Only a couple of weeks after Rubraca (rucaparib) was approved for the treatment of prostate cancer, the National Comprehensive Cancer Network (NCCN) has updated its guidelines recommending this PARP inhibitor as an option for select prostate cancer patients in the U.S.
According to Clovis Oncology, which makes Rubraca, the NCCN recommends Rubraca as a “treatment option for patients with mCRPC [metastatic castration-resistant prostate cancer] and a pathogenic BRCA1 or BRCA2 mutation (…) who have been treated with androgen receptor-directed therapy and a taxane-based chemotherapy.”
Also, “if the patient is not fit for chemotherapy, rucaparib [Rubraca] can be considered even if taxane-based therapy has not been given,” the guidelines state.
The NCCN Clinical Practice Guidelines in Oncology are a comprehensive set of guidelines that provide detailed recommendations for the sequential management of cancer patients based on the best available evidence. They are considered the standard guide for clinical decisions and, according to the NCCN, are the most frequently updated guidelines available in any area of medicine.
The Rubraca recommendation is classified as Category 2A, meaning there is uniform consensus from the NCCN (based on lower-level evidence) that Rubraca is appropriate for the described indication. It was based on findings from the TRITON2 Phase 2 trial (NCT02952534), in which Rubraca led to promising response rates and duration of responses.
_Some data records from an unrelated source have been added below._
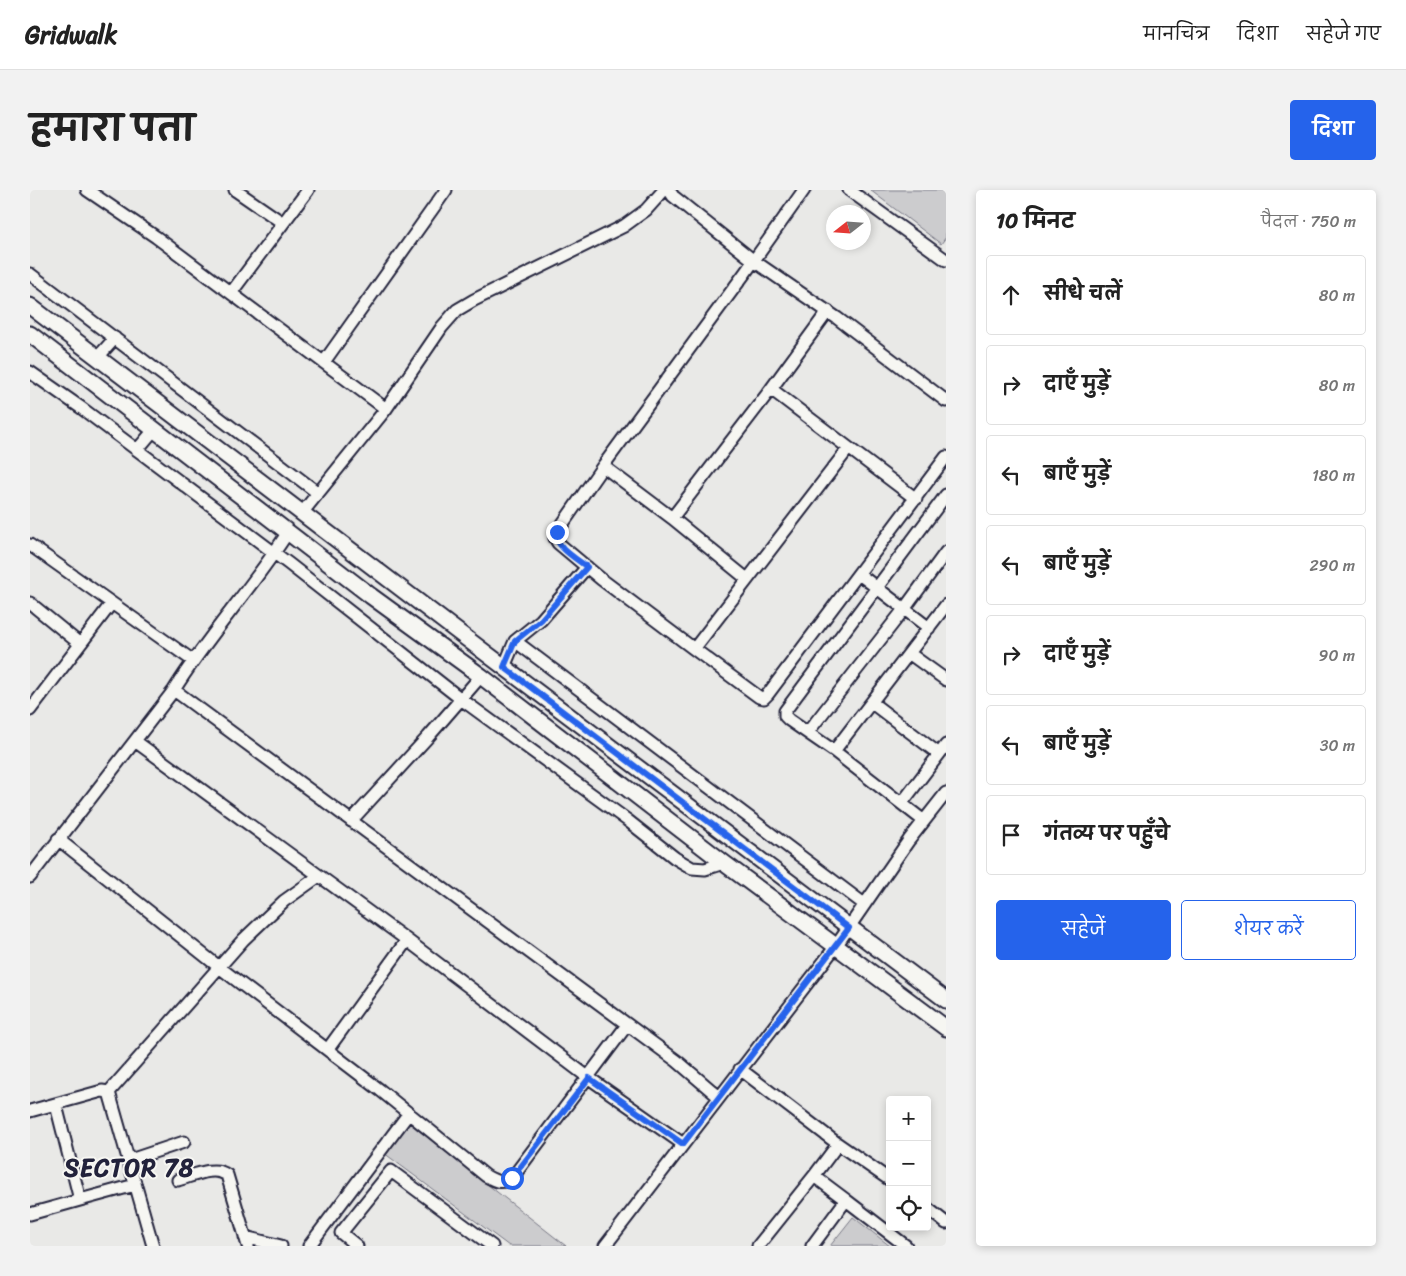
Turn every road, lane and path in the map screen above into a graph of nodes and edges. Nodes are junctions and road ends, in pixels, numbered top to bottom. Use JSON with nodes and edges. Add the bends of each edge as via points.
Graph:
{"nodes":[{"id":1,"x":87,"y":190,"type":"edge"},
{"id":2,"x":235,"y":190,"type":"edge"},
{"id":3,"x":308,"y":190,"type":"edge"},
{"id":4,"x":446,"y":190,"type":"edge"},
{"id":5,"x":664,"y":190,"type":"edge"},
{"id":6,"x":669,"y":190,"type":"edge"},
{"id":7,"x":804,"y":190,"type":"edge"},
{"id":8,"x":849,"y":190,"type":"edge"},
{"id":9,"x":283,"y":224,"type":"junction"},
{"id":10,"x":945,"y":258,"type":"edge"},
{"id":11,"x":754,"y":261,"type":"junction"},
{"id":12,"x":30,"y":274,"type":"edge"},
{"id":13,"x":231,"y":293,"type":"junction"},
{"id":14,"x":30,"y":306,"type":"edge"},
{"id":15,"x":828,"y":311,"type":"junction"},
{"id":16,"x":30,"y":334,"type":"edge"},
{"id":17,"x":116,"y":338,"type":"junction"},
{"id":18,"x":98,"y":357,"type":"junction"},
{"id":19,"x":324,"y":362,"type":"junction"},
{"id":20,"x":30,"y":372,"type":"edge"},
{"id":21,"x":771,"y":389,"type":"junction"},
{"id":22,"x":946,"y":401,"type":"edge"},
{"id":23,"x":386,"y":409,"type":"junction"},
{"id":24,"x":167,"y":410,"type":"junction"},
{"id":25,"x":154,"y":430,"type":"junction"},
{"id":26,"x":848,"y":449,"type":"junction"},
{"id":27,"x":137,"y":450,"type":"junction"},
{"id":28,"x":946,"y":457,"type":"edge"},
{"id":29,"x":604,"y":466,"type":"junction"},
{"id":30,"x":318,"y":493,"type":"junction"},
{"id":31,"x":946,"y":494,"type":"edge"},
{"id":32,"x":916,"y":498,"type":"junction"},
{"id":33,"x":302,"y":513,"type":"junction"},
{"id":34,"x":672,"y":518,"type":"junction"},
{"id":35,"x":288,"y":532,"type":"junction"},
{"id":36,"x":30,"y":545,"type":"edge"},
{"id":37,"x":946,"y":552,"type":"edge"},
{"id":38,"x":274,"y":554,"type":"junction"},
{"id":39,"x":587,"y":567,"type":"junction"},
{"id":40,"x":859,"y":574,"type":"junction"},
{"id":41,"x":747,"y":579,"type":"junction"},
{"id":42,"x":876,"y":587,"type":"junction"},
{"id":43,"x":30,"y":603,"type":"edge"},
{"id":44,"x":111,"y":604,"type":"junction"},
{"id":45,"x":946,"y":606,"type":"edge"},
{"id":46,"x":904,"y":608,"type":"junction"},
{"id":47,"x":929,"y":628,"type":"junction"},
{"id":48,"x":515,"y":641,"type":"junction"},
{"id":49,"x":80,"y":644,"type":"junction"},
{"id":50,"x":694,"y":649,"type":"junction"},
{"id":51,"x":910,"y":654,"type":"junction"},
{"id":52,"x":192,"y":660,"type":"junction"},
{"id":53,"x":504,"y":667,"type":"junction"},
{"id":54,"x":481,"y":676,"type":"junction"},
{"id":55,"x":946,"y":680,"type":"edge"},
{"id":56,"x":174,"y":690,"type":"junction"},
{"id":57,"x":461,"y":699,"type":"junction"},
{"id":58,"x":32,"y":702,"type":"edge"},
{"id":59,"x":872,"y":703,"type":"junction"},
{"id":60,"x":808,"y":732,"type":"junction"},
{"id":61,"x":134,"y":741,"type":"junction"},
{"id":62,"x":943,"y":749,"type":"edge"},
{"id":63,"x":834,"y":751,"type":"junction"},
{"id":64,"x":946,"y":793,"type":"edge"},
{"id":65,"x":902,"y":803,"type":"junction"},
{"id":66,"x":351,"y":821,"type":"junction"},
{"id":67,"x":924,"y":821,"type":"junction"},
{"id":68,"x":58,"y":839,"type":"junction"},
{"id":69,"x":724,"y":863,"type":"junction"},
{"id":70,"x":30,"y":876,"type":"edge"},
{"id":71,"x":319,"y":876,"type":"junction"},
{"id":72,"x":864,"y":904,"type":"junction"},
{"id":73,"x":849,"y":928,"type":"junction"},
{"id":74,"x":407,"y":940,"type":"junction"},
{"id":75,"x":836,"y":946,"type":"junction"},
{"id":76,"x":219,"y":967,"type":"junction"},
{"id":77,"x":946,"y":1000,"type":"edge"},
{"id":78,"x":627,"y":1025,"type":"junction"},
{"id":79,"x":946,"y":1028,"type":"edge"},
{"id":80,"x":328,"y":1049,"type":"junction"},
{"id":81,"x":740,"y":1069,"type":"junction"},
{"id":82,"x":589,"y":1078,"type":"junction"},
{"id":83,"x":109,"y":1092,"type":"junction"},
{"id":84,"x":719,"y":1097,"type":"junction"},
{"id":85,"x":56,"y":1105,"type":"junction"},
{"id":86,"x":30,"y":1111,"type":"edge"},
{"id":87,"x":409,"y":1113,"type":"junction"},
{"id":88,"x":184,"y":1142,"type":"dead end"},
{"id":89,"x":683,"y":1144,"type":"junction"},
{"id":90,"x":838,"y":1144,"type":"junction"},
{"id":91,"x":128,"y":1160,"type":"junction"},
{"id":92,"x":814,"y":1176,"type":"junction"},
{"id":93,"x":886,"y":1177,"type":"edge"},
{"id":94,"x":178,"y":1180,"type":"dead end"},
{"id":95,"x":135,"y":1185,"type":"junction"},
{"id":96,"x":80,"y":1200,"type":"junction"},
{"id":97,"x":846,"y":1200,"type":"junction"},
{"id":98,"x":931,"y":1211,"type":"edge"},
{"id":99,"x":30,"y":1214,"type":"edge"},
{"id":100,"x":946,"y":1223,"type":"edge"},
{"id":101,"x":247,"y":1241,"type":"edge"},
{"id":102,"x":153,"y":1246,"type":"edge"},
{"id":103,"x":281,"y":1246,"type":"edge"},
{"id":104,"x":309,"y":1246,"type":"edge"},
{"id":105,"x":358,"y":1246,"type":"edge"},
{"id":106,"x":492,"y":1246,"type":"edge"},
{"id":107,"x":605,"y":1246,"type":"edge"},
{"id":108,"x":758,"y":1246,"type":"edge"},
{"id":109,"x":812,"y":1246,"type":"edge"},
{"id":110,"x":906,"y":1246,"type":"edge"}],
"edges":[{"from":1,"to":13,"type":"street"},
{"from":2,"to":9,"type":"street"},
{"from":3,"to":9,"type":"street"},
{"from":4,"to":19,"type":"street"},
{"from":5,"to":23,"type":"street","via":[[646,210],[624,226],[457,310]]},
{"from":6,"to":11,"type":"street","via":[[672,196]]},
{"from":7,"to":11,"type":"street"},
{"from":8,"to":10,"type":"street"},
{"from":9,"to":13,"type":"street"},
{"from":11,"to":15,"type":"street"},
{"from":11,"to":29,"type":"street"},
{"from":12,"to":17,"type":"street"},
{"from":13,"to":19,"type":"street"},
{"from":14,"to":18,"type":"main road"},
{"from":15,"to":21,"type":"street"},
{"from":15,"to":22,"type":"street"},
{"from":16,"to":25,"type":"main road"},
{"from":17,"to":18,"type":"street"},
{"from":17,"to":30,"type":"street"},
{"from":18,"to":24,"type":"main road"},
{"from":19,"to":23,"type":"street"},
{"from":20,"to":27,"type":"street"},
{"from":21,"to":26,"type":"street"},
{"from":21,"to":34,"type":"street"},
{"from":23,"to":30,"type":"street"},
{"from":24,"to":25,"type":"main road"},
{"from":24,"to":33,"type":"main road"},
{"from":25,"to":27,"type":"street"},
{"from":25,"to":35,"type":"main road"},
{"from":26,"to":32,"type":"street"},
{"from":26,"to":41,"type":"street"},
{"from":27,"to":38,"type":"street"},
{"from":28,"to":32,"type":"street"},
{"from":29,"to":34,"type":"street"},
{"from":29,"to":39,"type":"street","via":[[555,538]]},
{"from":30,"to":33,"type":"street"},
{"from":31,"to":42,"type":"street"},
{"from":32,"to":40,"type":"street"},
{"from":33,"to":35,"type":"main road"},
{"from":33,"to":53,"type":"main road"},
{"from":34,"to":41,"type":"street"},
{"from":35,"to":38,"type":"street"},
{"from":35,"to":54,"type":"main road"},
{"from":36,"to":44,"type":"street"},
{"from":37,"to":46,"type":"street"},
{"from":38,"to":52,"type":"street"},
{"from":38,"to":57,"type":"street"},
{"from":39,"to":48,"type":"street","via":[[541,620]]},
{"from":39,"to":50,"type":"street"},
{"from":40,"to":42,"type":"street"},
{"from":40,"to":50,"type":"street","via":[[764,698]]},
{"from":41,"to":50,"type":"street"},
{"from":42,"to":46,"type":"street"},
{"from":42,"to":60,"type":"street","via":[[785,711],[789,720]]},
{"from":43,"to":49,"type":"street"},
{"from":44,"to":49,"type":"street"},
{"from":44,"to":52,"type":"street"},
{"from":45,"to":47,"type":"street"},
{"from":46,"to":47,"type":"street"},
{"from":46,"to":60,"type":"street"},
{"from":47,"to":51,"type":"street"},
{"from":48,"to":53,"type":"street"},
{"from":48,"to":72,"type":"street"},
{"from":49,"to":58,"type":"street"},
{"from":51,"to":55,"type":"street"},
{"from":51,"to":59,"type":"street"},
{"from":52,"to":56,"type":"street"},
{"from":53,"to":73,"type":"main road"},
{"from":54,"to":57,"type":"street"},
{"from":54,"to":69,"type":"main road"},
{"from":56,"to":61,"type":"street"},
{"from":56,"to":66,"type":"street"},
{"from":57,"to":66,"type":"street"},
{"from":57,"to":69,"type":"street","via":[[675,858],[692,868],[705,870]]},
{"from":59,"to":62,"type":"street"},
{"from":59,"to":63,"type":"street"},
{"from":60,"to":63,"type":"street"},
{"from":61,"to":68,"type":"street"},
{"from":61,"to":71,"type":"street"},
{"from":62,"to":65,"type":"street"},
{"from":63,"to":65,"type":"street"},
{"from":64,"to":67,"type":"street"},
{"from":65,"to":67,"type":"street"},
{"from":66,"to":78,"type":"street"},
{"from":67,"to":72,"type":"street"},
{"from":68,"to":70,"type":"street"},
{"from":68,"to":76,"type":"street"},
{"from":69,"to":75,"type":"main road"},
{"from":71,"to":74,"type":"street"},
{"from":71,"to":76,"type":"street","via":[[284,901]]},
{"from":72,"to":73,"type":"street"},
{"from":73,"to":75,"type":"street"},
{"from":73,"to":77,"type":"main road"},
{"from":74,"to":80,"type":"street"},
{"from":74,"to":82,"type":"street"},
{"from":75,"to":79,"type":"main road"},
{"from":75,"to":81,"type":"street"},
{"from":76,"to":80,"type":"street"},
{"from":76,"to":83,"type":"street"},
{"from":78,"to":82,"type":"street"},
{"from":78,"to":84,"type":"street"},
{"from":80,"to":87,"type":"street"},
{"from":81,"to":84,"type":"street"},
{"from":81,"to":90,"type":"street"},
{"from":82,"to":87,"type":"street","via":[[512,1178],[505,1182],[498,1183],[486,1176]]},
{"from":82,"to":89,"type":"street"},
{"from":83,"to":85,"type":"street","via":[[102,1091]]},
{"from":83,"to":91,"type":"street"},
{"from":84,"to":89,"type":"street"},
{"from":85,"to":86,"type":"street"},
{"from":85,"to":96,"type":"street"},
{"from":87,"to":104,"type":"street"},
{"from":88,"to":91,"type":"street"},
{"from":89,"to":107,"type":"street"},
{"from":90,"to":92,"type":"street"},
{"from":90,"to":93,"type":"street"},
{"from":91,"to":95,"type":"street"},
{"from":92,"to":97,"type":"street"},
{"from":92,"to":108,"type":"street"},
{"from":94,"to":101,"type":"street","via":[[215,1170],[227,1176]]},
{"from":95,"to":96,"type":"street"},
{"from":95,"to":102,"type":"street"},
{"from":96,"to":99,"type":"street"},
{"from":97,"to":109,"type":"street"},
{"from":97,"to":110,"type":"street"},
{"from":98,"to":100,"type":"street"},
{"from":101,"to":103,"type":"street"},
{"from":105,"to":106,"type":"street","via":[[341,1233],[391,1171]]}]}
Based on these results, the treatment received conditional approval by the U.S. Food and Drug Administration (FDA) for mCRPC patients with BRCA mutations who previously received an androgen receptor inhibitor and taxane-based chemotherapy.
“We are pleased that the NCCN has acknowledged the importance of novel targeted therapies for the treatment of advanced prostate cancer, and the need for new treatment options for patients with BRCA mutations, including Rubraca, the first PARP inhibitor approved for these patients,” Patrick J. Mahaffy, president and CEO of Clovis Oncology, said in a press release.
“In particular, in the current COVID-19 environment, many patients would prefer to avoid chemotherapy, which requires frequent clinical visits, in favor of an oral agent that can be delivered directly to and taken at home,” Mahaffy added.
The ongoing TRITON2 study includes 209 men with mCRPC and mutations in genes involved in homologous recombination — a mechanism of DNA repair — including in BRCA genes. They previously had received one to two next-generation androgen receptor inhibitors and one taxane-based chemotherapy.
Results showed that of 62 patients with BRCA mutations and measurable disease, 44% responded to treatment and more than half of those responses lasted six months or longer. Also, among 115 men with BRCA mutations irrespective of measurable disease, 55% experienced meaningful reductions (by 50% or more) in their prostate-specific antigen (PSA) levels.
Treatment was overall safe and well-tolerated. The most common adverse reactions seen in BRCA-mutated patients were fatigue, nausea, anemia, transient increase in liver enzymes, decreased appetite, and constipation.
An ongoing Phase 3 trial — TRITON3 (NCT02975934) — is enrolling men with mCRPC and mutations in the most common HRR mutated genes, BRCA and ATM, to confirm the findings in TRITON2 and support a full approval of Rubraca in the U.S.
The international study is recruiting approximately 400 participants who have received one prior therapy with second-generation androgen receptor inhibitors, and will compare the benefits of Rubraca over standard care treatment with either Xtandi (enzalutamide), Zytiga (abiraterone acetate), or the chemotherapy Taxotere (docetaxel).
Rubraca is an oral treatment that works by blocking the activity of PARP enzymes, which are responsible for repairing DNA in cells. By doing so, Rubraca prevents cancer cells from fixing their DNA, ultimately causing their death. The therapy was approved initially for ovarian cancer.